Count how many lines below include the word "dead". Answer with a number only.

###

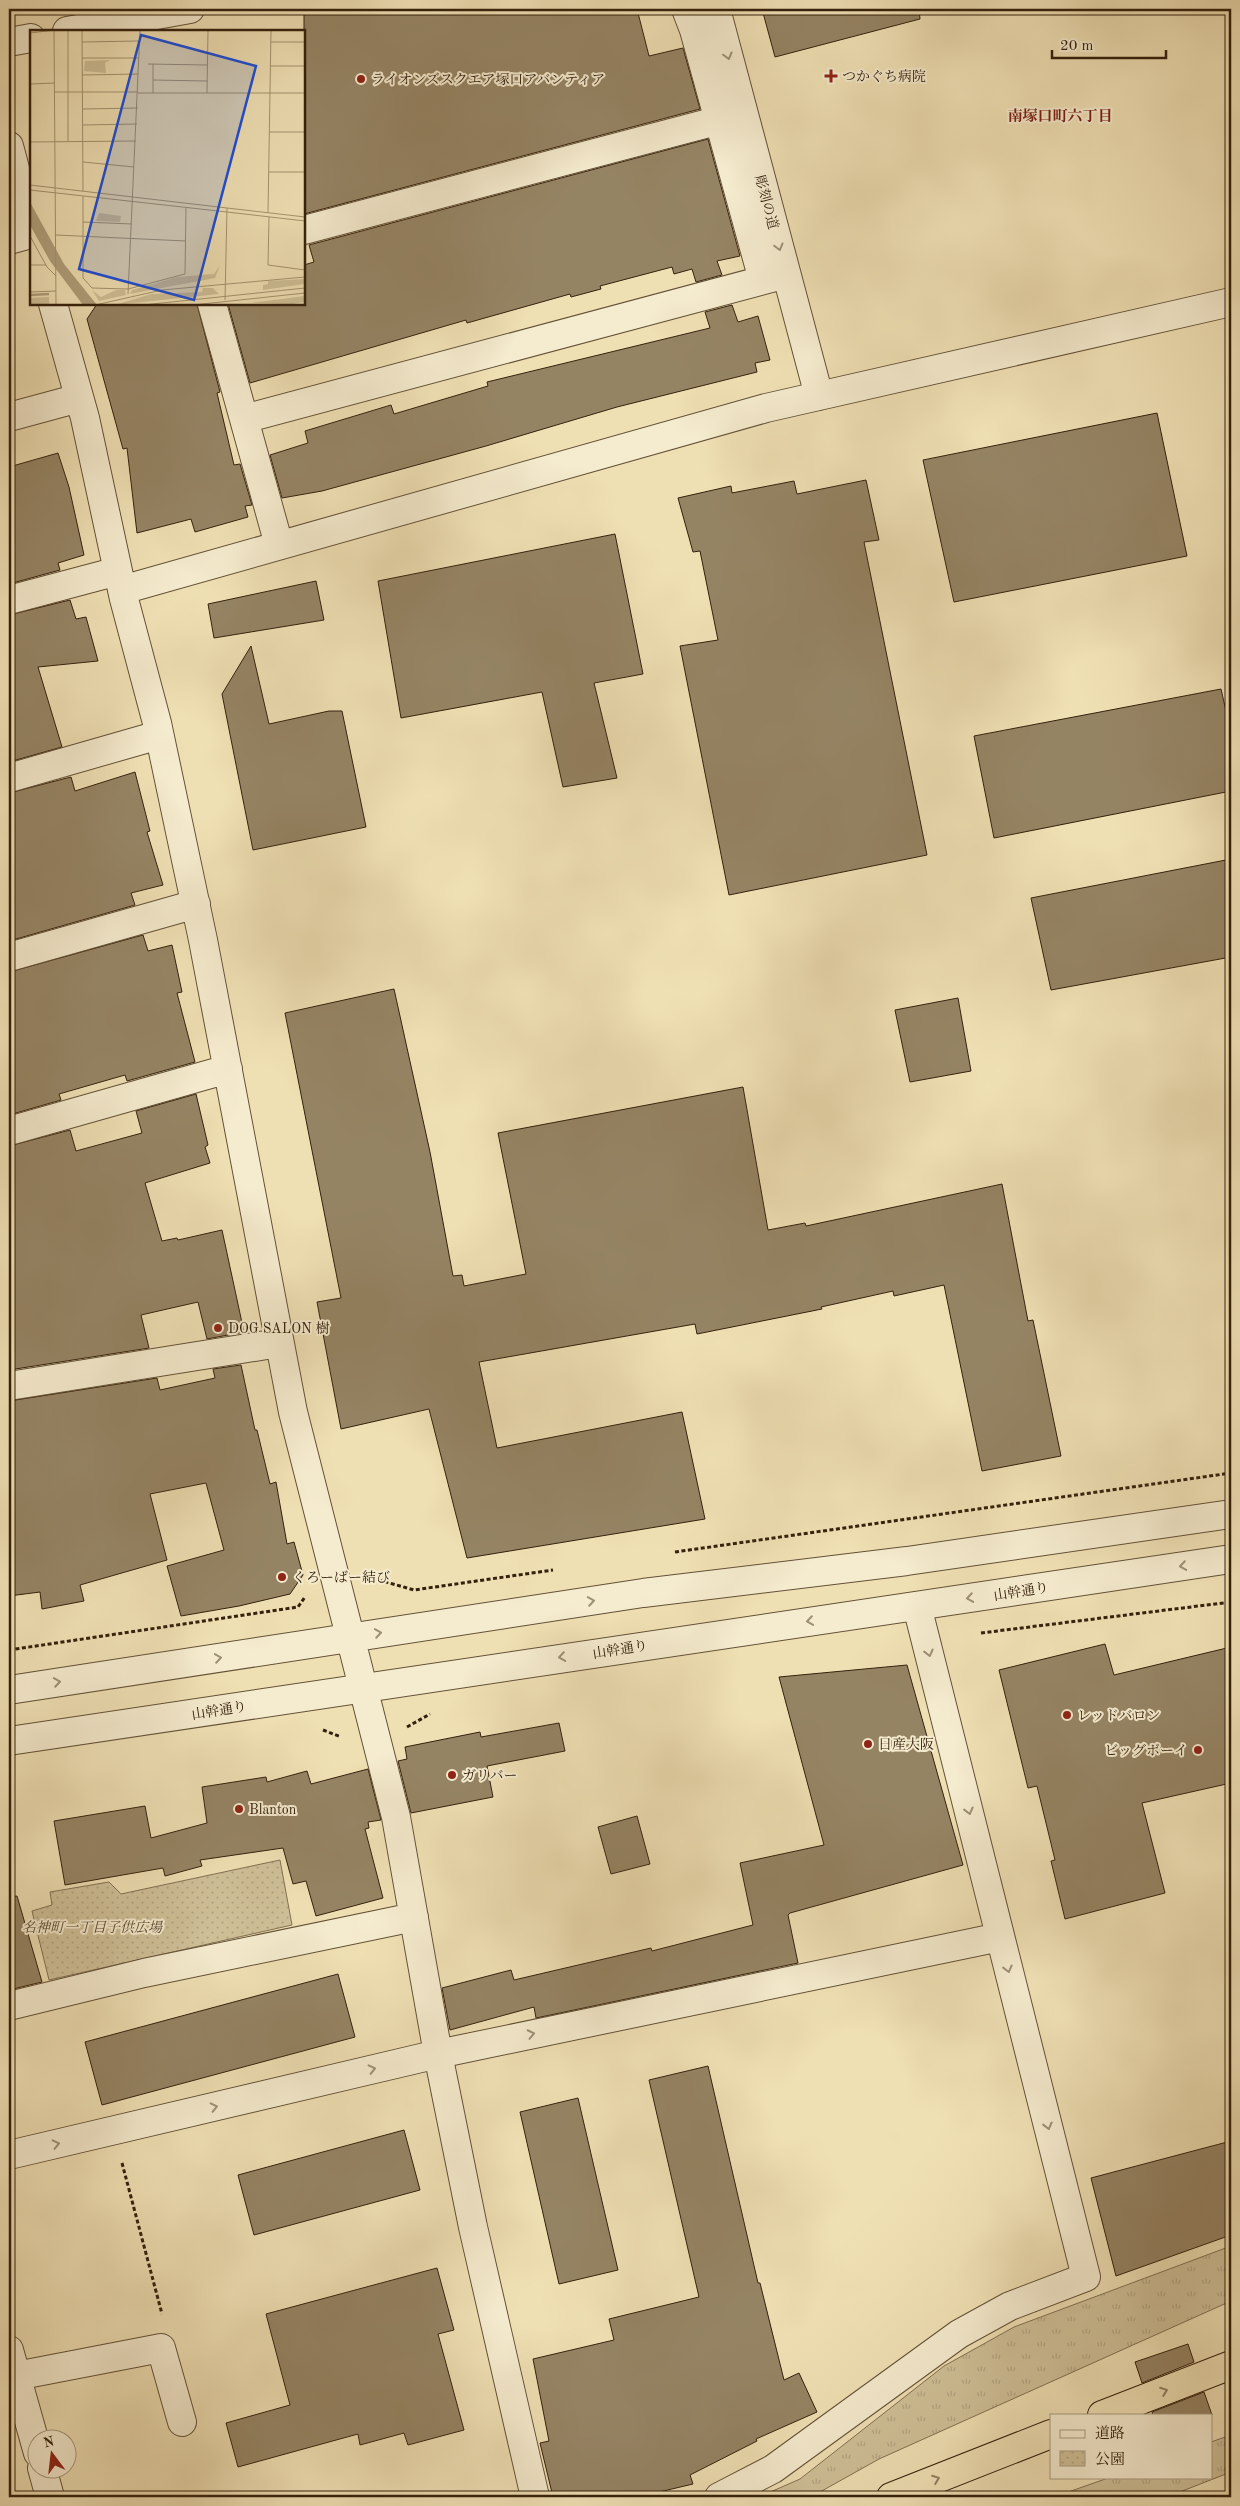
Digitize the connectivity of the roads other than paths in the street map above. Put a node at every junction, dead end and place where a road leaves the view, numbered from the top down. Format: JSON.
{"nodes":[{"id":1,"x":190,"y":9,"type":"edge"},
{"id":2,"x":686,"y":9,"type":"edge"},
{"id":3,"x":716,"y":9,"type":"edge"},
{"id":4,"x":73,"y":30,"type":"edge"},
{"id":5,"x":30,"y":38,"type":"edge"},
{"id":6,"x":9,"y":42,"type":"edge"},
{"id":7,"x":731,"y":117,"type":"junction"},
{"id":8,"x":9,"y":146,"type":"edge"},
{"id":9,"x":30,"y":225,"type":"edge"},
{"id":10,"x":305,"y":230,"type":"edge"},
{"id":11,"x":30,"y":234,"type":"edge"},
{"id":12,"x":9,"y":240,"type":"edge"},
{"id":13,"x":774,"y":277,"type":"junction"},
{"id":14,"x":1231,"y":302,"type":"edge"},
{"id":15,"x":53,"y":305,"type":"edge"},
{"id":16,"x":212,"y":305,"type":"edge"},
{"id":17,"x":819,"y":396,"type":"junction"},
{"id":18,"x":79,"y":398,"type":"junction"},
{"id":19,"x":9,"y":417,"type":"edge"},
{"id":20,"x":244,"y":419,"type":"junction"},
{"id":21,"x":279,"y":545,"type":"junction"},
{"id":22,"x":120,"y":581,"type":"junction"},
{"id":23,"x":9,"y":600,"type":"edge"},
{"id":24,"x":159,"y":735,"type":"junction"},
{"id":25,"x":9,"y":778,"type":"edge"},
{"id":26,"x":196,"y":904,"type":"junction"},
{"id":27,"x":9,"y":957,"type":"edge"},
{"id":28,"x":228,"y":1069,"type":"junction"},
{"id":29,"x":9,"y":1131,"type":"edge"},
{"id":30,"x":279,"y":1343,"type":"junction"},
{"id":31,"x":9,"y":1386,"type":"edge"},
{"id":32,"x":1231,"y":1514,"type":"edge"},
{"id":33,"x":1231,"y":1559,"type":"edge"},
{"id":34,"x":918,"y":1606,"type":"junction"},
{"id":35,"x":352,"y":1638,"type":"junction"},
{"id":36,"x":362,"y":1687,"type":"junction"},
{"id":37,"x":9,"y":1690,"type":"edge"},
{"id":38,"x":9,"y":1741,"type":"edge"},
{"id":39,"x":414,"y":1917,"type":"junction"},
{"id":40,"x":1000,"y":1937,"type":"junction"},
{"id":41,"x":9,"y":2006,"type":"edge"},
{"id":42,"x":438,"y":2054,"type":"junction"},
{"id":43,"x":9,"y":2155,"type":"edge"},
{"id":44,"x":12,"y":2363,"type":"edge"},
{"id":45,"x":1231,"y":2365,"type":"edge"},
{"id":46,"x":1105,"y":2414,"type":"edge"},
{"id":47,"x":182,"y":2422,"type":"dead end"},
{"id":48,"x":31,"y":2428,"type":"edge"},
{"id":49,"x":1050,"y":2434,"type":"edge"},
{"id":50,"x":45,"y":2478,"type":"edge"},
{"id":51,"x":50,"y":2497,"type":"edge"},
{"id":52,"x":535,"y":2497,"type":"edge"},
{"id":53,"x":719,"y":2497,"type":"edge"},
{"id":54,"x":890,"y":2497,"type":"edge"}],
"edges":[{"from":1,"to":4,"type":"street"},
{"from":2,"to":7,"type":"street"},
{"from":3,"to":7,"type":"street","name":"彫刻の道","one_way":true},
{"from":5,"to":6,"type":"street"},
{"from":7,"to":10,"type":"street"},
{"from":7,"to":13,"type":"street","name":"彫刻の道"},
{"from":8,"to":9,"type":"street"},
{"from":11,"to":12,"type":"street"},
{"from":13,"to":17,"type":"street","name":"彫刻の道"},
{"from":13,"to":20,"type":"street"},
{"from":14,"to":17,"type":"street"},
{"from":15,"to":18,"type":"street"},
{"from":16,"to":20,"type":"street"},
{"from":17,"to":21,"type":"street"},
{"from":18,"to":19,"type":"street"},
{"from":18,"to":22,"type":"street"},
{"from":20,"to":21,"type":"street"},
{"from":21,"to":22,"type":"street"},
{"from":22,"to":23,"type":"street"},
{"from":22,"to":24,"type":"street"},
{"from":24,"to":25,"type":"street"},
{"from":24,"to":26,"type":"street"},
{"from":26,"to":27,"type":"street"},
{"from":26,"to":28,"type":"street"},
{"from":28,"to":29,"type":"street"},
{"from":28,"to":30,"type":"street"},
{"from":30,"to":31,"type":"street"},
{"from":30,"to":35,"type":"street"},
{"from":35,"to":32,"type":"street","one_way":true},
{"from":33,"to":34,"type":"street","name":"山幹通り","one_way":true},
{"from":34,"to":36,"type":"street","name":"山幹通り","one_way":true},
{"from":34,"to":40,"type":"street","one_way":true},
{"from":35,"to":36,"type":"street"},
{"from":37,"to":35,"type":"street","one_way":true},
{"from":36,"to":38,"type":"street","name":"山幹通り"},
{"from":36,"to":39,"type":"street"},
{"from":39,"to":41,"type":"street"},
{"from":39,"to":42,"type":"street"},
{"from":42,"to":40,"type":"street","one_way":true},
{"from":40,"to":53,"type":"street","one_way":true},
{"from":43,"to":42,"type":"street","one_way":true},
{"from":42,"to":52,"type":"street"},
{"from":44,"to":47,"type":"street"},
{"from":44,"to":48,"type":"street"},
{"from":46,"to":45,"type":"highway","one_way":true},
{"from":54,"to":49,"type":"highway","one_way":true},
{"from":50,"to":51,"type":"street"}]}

###

## Output
2